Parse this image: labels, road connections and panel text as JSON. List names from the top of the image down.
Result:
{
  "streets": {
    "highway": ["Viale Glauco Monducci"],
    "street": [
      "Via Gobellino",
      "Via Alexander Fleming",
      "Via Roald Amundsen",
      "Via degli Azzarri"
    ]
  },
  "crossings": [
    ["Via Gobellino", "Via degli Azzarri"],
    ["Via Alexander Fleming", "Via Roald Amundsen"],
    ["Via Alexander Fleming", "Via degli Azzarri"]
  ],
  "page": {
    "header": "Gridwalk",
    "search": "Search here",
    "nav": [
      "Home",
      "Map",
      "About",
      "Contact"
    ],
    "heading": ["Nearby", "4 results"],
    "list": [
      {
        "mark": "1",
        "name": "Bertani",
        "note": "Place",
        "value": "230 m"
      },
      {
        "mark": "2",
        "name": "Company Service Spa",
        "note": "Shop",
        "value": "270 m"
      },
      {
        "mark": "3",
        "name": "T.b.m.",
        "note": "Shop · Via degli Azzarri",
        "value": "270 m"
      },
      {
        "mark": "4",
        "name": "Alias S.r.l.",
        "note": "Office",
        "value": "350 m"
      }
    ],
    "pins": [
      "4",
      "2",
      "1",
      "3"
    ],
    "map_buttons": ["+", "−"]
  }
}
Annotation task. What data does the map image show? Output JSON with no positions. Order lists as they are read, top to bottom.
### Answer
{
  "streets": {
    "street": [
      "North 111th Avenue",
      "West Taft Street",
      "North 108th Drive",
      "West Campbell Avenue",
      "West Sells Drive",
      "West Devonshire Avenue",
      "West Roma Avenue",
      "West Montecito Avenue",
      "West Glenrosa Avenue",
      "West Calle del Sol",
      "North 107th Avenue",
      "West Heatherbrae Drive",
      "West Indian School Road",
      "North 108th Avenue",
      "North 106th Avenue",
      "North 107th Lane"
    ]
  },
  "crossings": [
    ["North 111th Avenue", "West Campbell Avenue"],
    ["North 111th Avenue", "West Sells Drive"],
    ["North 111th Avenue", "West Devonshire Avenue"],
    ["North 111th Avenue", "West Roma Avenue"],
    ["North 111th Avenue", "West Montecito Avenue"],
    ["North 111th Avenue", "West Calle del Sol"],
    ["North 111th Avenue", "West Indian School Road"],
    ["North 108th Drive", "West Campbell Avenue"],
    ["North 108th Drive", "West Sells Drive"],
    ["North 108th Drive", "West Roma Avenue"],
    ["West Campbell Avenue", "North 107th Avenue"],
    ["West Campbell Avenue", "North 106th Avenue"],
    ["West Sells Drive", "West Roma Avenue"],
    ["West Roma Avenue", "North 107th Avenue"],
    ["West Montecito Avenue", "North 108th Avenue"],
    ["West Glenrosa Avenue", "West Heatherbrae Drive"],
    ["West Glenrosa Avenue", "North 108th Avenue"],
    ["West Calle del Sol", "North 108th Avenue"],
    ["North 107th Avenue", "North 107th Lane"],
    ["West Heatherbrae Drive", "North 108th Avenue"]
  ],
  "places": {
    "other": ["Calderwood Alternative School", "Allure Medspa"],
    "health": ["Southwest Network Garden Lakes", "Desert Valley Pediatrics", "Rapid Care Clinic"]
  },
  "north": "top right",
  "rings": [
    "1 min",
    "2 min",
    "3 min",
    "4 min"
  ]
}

* _Required work_
Write out each line above that contains the word "Indian".

* _Solution_
      "West Indian School Road",
    ["North 111th Avenue", "West Indian School Road"],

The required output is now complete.